Greener and sustainable fabrication of DNA/RNA base-pair conjugates by [CuO[HN(C2H5)3[Al2Cl7] nanocatalyst: Emerging drug against prostate cancer

Abstract

Finding new anti-cancer medications has generated significant concern and is still a difficult task. As a result, a series of novel N-arylnucleobase conjugates and similar compounds were synthesized and N1-substituted uracil, N3-substituted uracil, and N1, N3-bisubstituted uracil were evaluated for their in-vitro anti-cancer activity against prostate cancer (PC-3) cell lines and human embryonic kidney (HEK) as a healthy cell lines. The compound N1-substituted uracil (3aa) and N1, N3-bisubstituted uracil (3aa”) had remarkable inhibitory action against PC-3 cell lines with IC50 value of 9.9 and 9.3 μM respectively.
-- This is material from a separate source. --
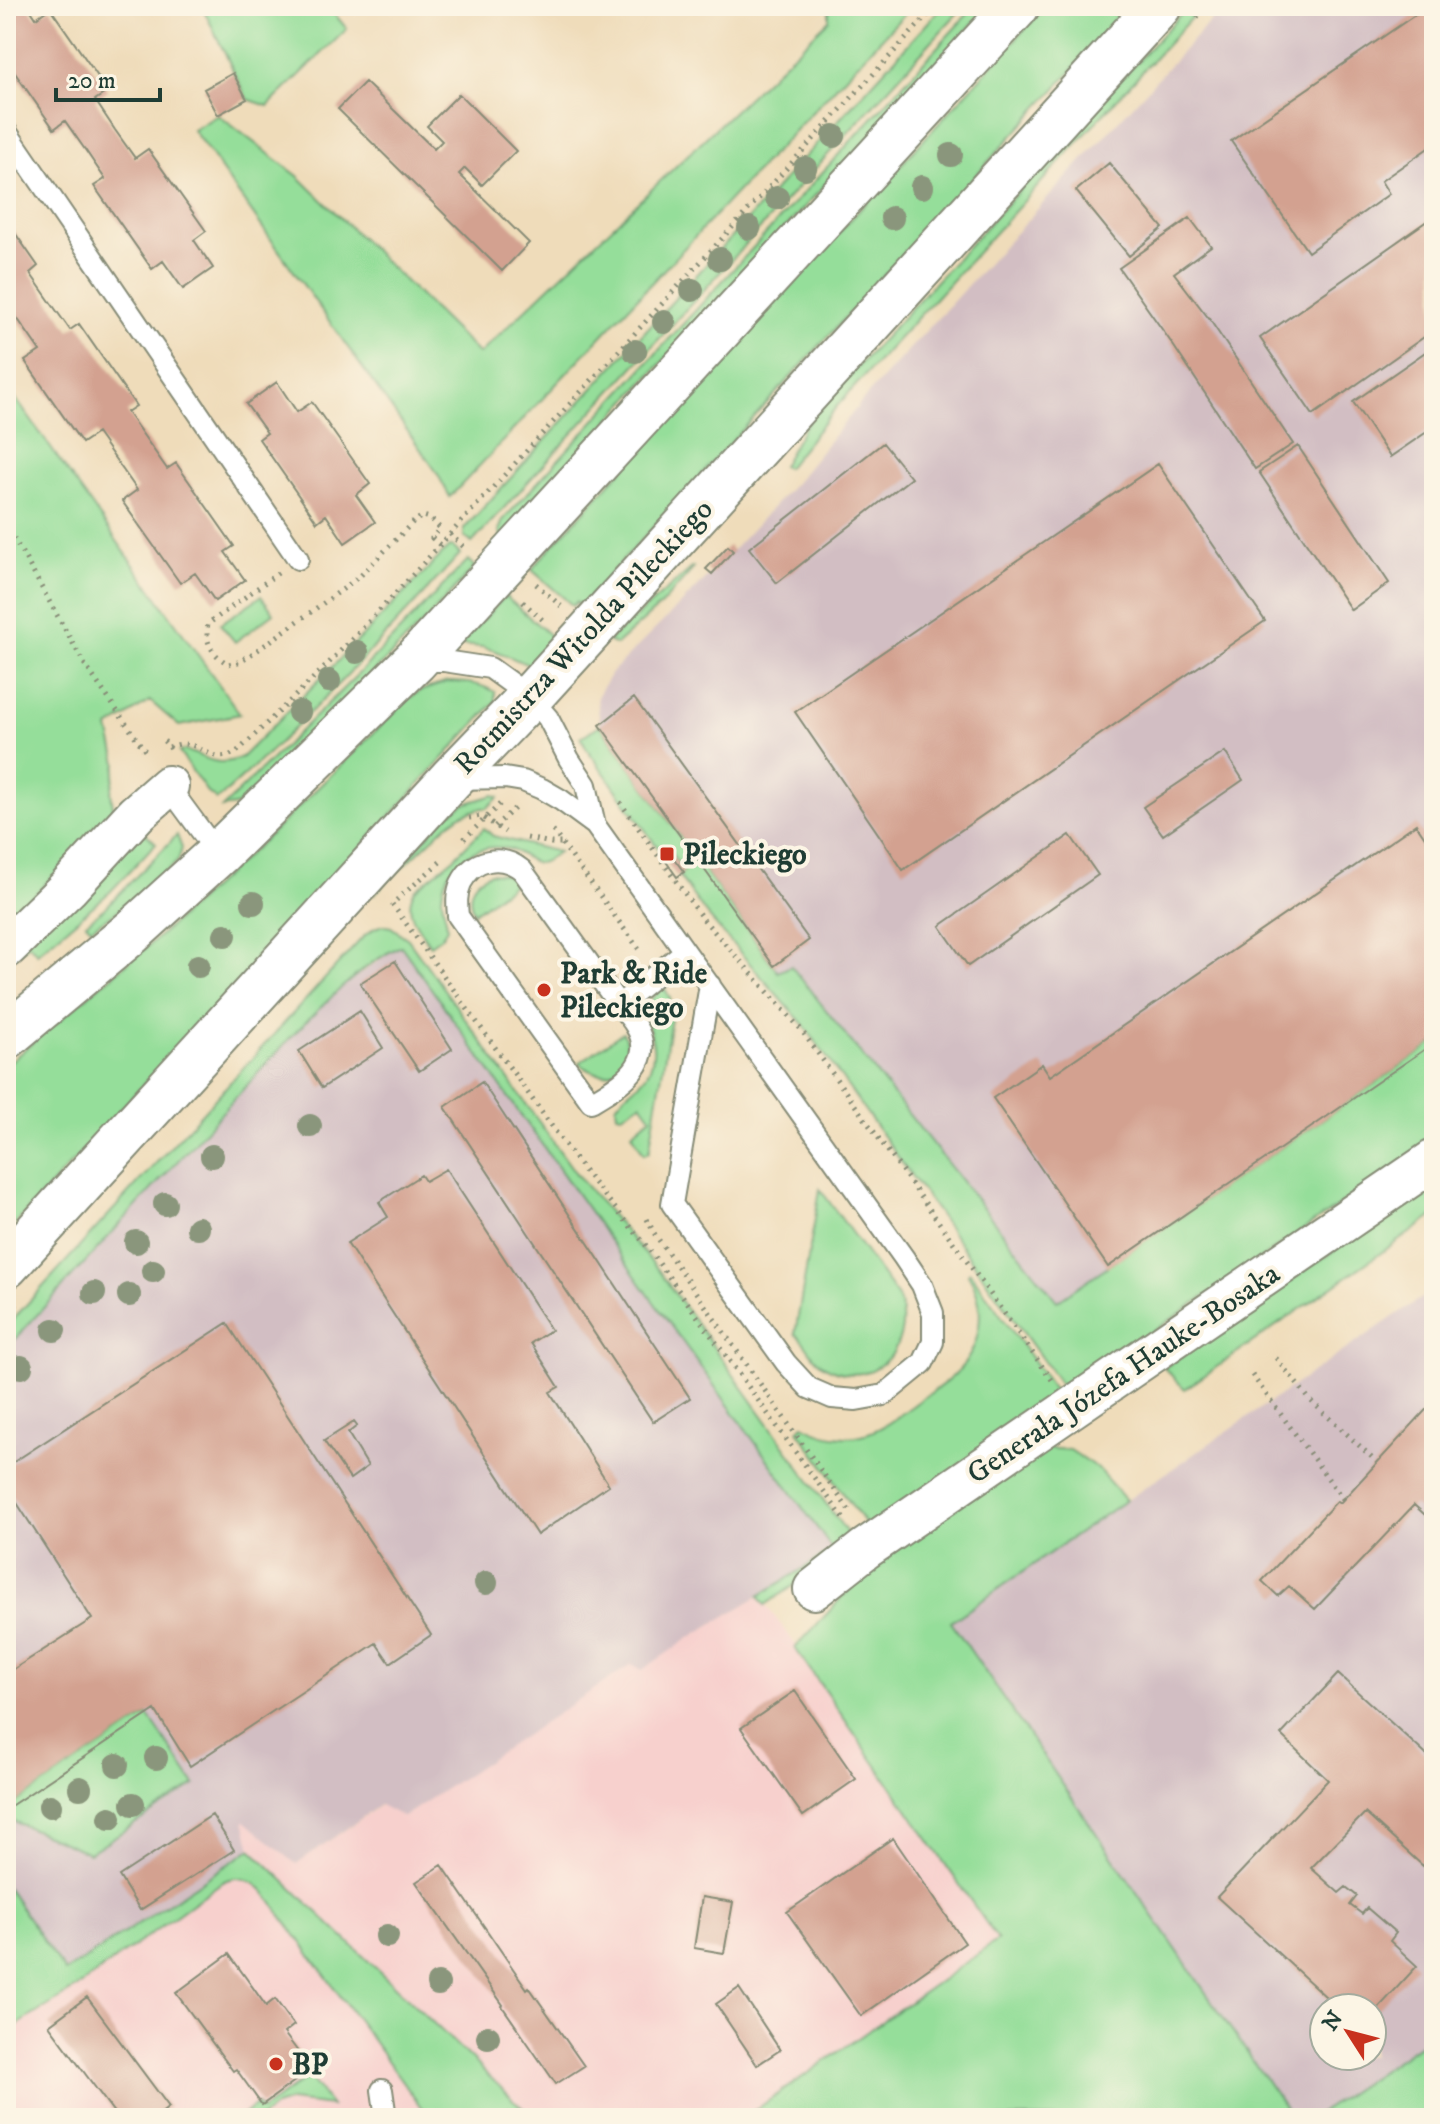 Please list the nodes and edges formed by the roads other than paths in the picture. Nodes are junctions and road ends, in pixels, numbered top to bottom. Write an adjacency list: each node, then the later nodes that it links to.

The different compounds were synthesized by employing sustainable approach utilizing ionic liquid immobilized onto copper oxide nanoparticles [CuO[HN(C2H5)3[Al2Cl7] as efficient heterogeneous catalyst at room temperature in greener solvent. Notably, the most potent anti-cancer drug against the PC-3 cell lines, N1-substituted uracil was produced in excellent yield using this method at 100 °C. The FE-SEM, FTIR, XPS, EDS, BET, and P-XRD techniques were employed to characterize the synthesized nanocatalyst.